§ **WORK ORDER**
Retype the listing below exactly, beginning at the line that contains "index mcp: (1100, 1052)" and ending with its last line.

§ **PROVIDED MATERIAL**
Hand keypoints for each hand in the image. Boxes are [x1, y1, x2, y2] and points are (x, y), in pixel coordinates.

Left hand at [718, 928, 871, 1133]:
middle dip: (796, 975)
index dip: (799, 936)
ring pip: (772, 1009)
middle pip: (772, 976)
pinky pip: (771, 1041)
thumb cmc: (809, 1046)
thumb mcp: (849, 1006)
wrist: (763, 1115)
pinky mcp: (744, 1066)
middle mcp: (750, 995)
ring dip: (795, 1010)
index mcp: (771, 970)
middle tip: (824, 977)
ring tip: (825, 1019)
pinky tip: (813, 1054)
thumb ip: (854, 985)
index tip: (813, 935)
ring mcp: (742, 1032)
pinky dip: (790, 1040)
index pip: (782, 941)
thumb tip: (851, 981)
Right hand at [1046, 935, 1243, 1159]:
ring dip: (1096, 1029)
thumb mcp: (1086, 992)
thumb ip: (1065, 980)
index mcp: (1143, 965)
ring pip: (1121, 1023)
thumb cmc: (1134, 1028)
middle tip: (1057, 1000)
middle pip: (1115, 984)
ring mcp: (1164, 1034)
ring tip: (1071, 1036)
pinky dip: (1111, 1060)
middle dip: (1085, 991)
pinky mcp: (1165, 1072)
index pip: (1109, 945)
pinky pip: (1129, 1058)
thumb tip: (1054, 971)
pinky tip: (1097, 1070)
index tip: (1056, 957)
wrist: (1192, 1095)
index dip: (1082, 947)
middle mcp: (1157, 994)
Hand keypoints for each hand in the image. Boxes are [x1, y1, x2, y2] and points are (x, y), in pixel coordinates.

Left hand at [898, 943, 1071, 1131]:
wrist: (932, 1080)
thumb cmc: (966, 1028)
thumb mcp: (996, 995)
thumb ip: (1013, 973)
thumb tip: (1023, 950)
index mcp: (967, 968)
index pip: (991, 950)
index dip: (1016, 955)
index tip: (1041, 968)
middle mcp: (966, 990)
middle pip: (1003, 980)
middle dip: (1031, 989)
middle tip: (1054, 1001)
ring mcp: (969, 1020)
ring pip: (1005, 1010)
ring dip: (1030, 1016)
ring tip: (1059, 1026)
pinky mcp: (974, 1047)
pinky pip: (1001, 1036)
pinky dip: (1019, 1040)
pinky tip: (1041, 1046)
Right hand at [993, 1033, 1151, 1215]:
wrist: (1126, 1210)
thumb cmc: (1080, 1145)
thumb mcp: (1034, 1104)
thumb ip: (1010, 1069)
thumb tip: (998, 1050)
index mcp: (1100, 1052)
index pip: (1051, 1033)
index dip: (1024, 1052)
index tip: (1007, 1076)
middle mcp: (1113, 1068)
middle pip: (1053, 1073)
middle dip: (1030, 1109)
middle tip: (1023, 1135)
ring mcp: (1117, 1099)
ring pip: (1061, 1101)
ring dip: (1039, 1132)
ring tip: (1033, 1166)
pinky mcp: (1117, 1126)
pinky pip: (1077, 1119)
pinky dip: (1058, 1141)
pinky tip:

§ **WRITTEN REPLY**
index mcp: (1100, 1052)
index pip: (1051, 1033)
index dip: (1024, 1052)
index tip: (1007, 1076)
middle mcp: (1113, 1068)
middle pip: (1053, 1073)
middle dip: (1030, 1109)
middle tip: (1023, 1135)
ring mcp: (1117, 1099)
ring pip: (1061, 1101)
ring dip: (1039, 1132)
ring tip: (1033, 1166)
pinky mcp: (1117, 1126)
pinky pip: (1077, 1119)
pinky dip: (1058, 1141)
pinky tip:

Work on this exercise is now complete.